The first references to the guy and the girl are pronouns, then names are used in the second paragraph. This obscurity doesn't do much work in the short amount of text from the pronouns to the names, and it's the opposite of the convention for genre fiction (name/tag first, then pronoun).

The second paragraph is in Terry's 3rd-person limited-omniscient point of view. If the first paragraph uses the same point of view as the second, the way Terry thinks of himself in pronouns sounds very strange. If it's not, then there is a jarring point-of-view shift.

The first paragraph sounds like the author thinking through Terry's problem to me. (Dischism) Just picture the author musing to him/herself, "What is Terry going to do next? The snow is too deep to easily cross, and the crust would break under his weight. Oh, I know! He'll find a trail! But what if he has to leave the woods?" And so on. This point of view does not belong in the story.

"What he saw made him frown" is redundant. When the narrator observes Terry seeing something, it creates unnecessary distance. (Perception fallacy) If you cut it, it sounds like this: "Terry shifted his arms to get a good look at Cassie's face. The fever was back, her skin was flushed almost as red as her hair." (There could be a semicolon or period separating the fever and skin clauses; author's choice.)

Frainstorm said...

Reverently needs a comma to follow, but it'd be better to just dump it.

I also had a problem with bypass. It's not the right word in this context.

Another expendable sentence: 2nd paragraph: She couldn't take much more of this. Better to show, which you've done, than to tell here.

And I agree with Sherri to change it to "If only he could find THE hiking trail ..."

Generally, you've got the workings of a good beginning, but need to edit down the word count and ratchet up the tension.

Anonymous said...

Wow, gentle readers, this is why I love this site. 'Dischism'(sounds like a Terry Pratchett word) and 'perception fallacy' - no wonder I skulk on the sidelines.

All I can suggest is: read your work out aloud. The awkwardness of the first paragraph may be apparent then.

illiterate said...

Reminds me of 'Erlking' by Goethe. You know, the father with a sick child in the forest.

Beth said...

The idea of this opening--the action, the setting, the situation--is fine, but the writing needs work. I spotted several problems.

--Liven it up. Avoid passive or bland constructions:

There was a thin crust of ice on top...

could become--

Fragile ice glazed the surface

--Watch for redundancies:

If only he could find that hiking trail that was supposed to be here! If he could get on the trail...

One of those sentences could be easily eliminated.

--Awkward wordiness:

If only he could find that hiking trail that was supposed to be here!
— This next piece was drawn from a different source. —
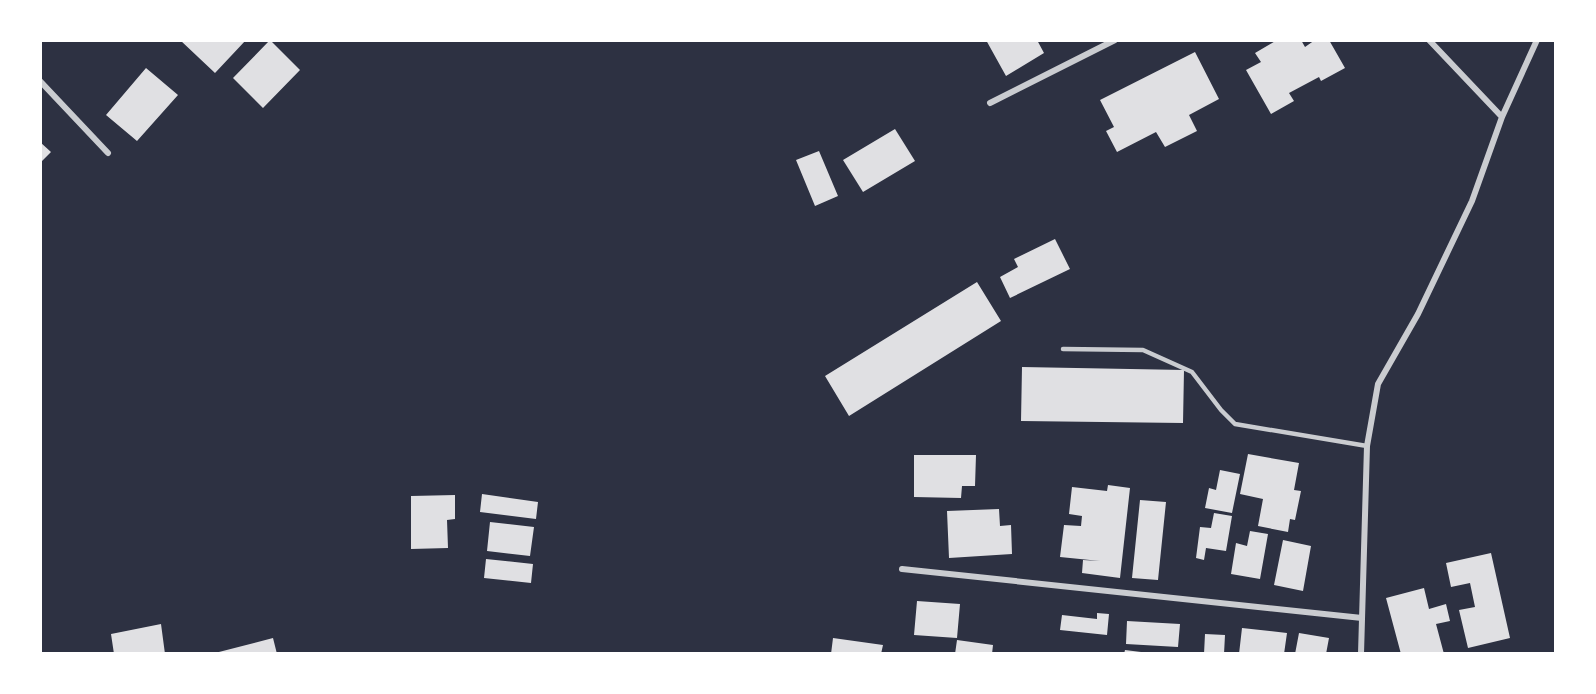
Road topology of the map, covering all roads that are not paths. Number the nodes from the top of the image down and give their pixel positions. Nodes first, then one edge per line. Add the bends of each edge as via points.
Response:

If he could get on the trail like he'd intended to in the first place then he could bypass having to plow his way across the unprotected landscape.

could become--

If only he could find that hiking trail and avoid plowing across exposed landscape.

Another wordy one--

What he saw made him frown...

simplified to He frowned

And this gave me pause:

Was that a risk he was willing to take?

It sound out of POV. Maybe instead-- Should he take the risk?

Use the right words, not approximations--

Reverently Terry shifted...

"Reverently" implies worshipfulness, whereas I think you meant cautiously, carefully, gently...

And don't wait until the second paragraph to use his name.

writtenwyrdd said...

I liked this, and the situation draws me in. This opening is rather weak, though. I'd suggest the first sentence have more of a hook, and please rephrase the rather whiny "if only" lines. That lead in would make me expect the apparent hero to be a milquetoast and possibly so annoying I'd quit the book. But I would have kept reading for a bit based on what I see here.

Possibly you could start with the character doing, not thinking. Something like, "He floundered in the deep snow, shattering the crust at every step. He cursed himself for missing that hiking trail..."

In other words, check for where you the narrator are telling and make the character be doing whatever it is. This will also make the action more immediate and visual, increasing the tension when more passive sentences would not.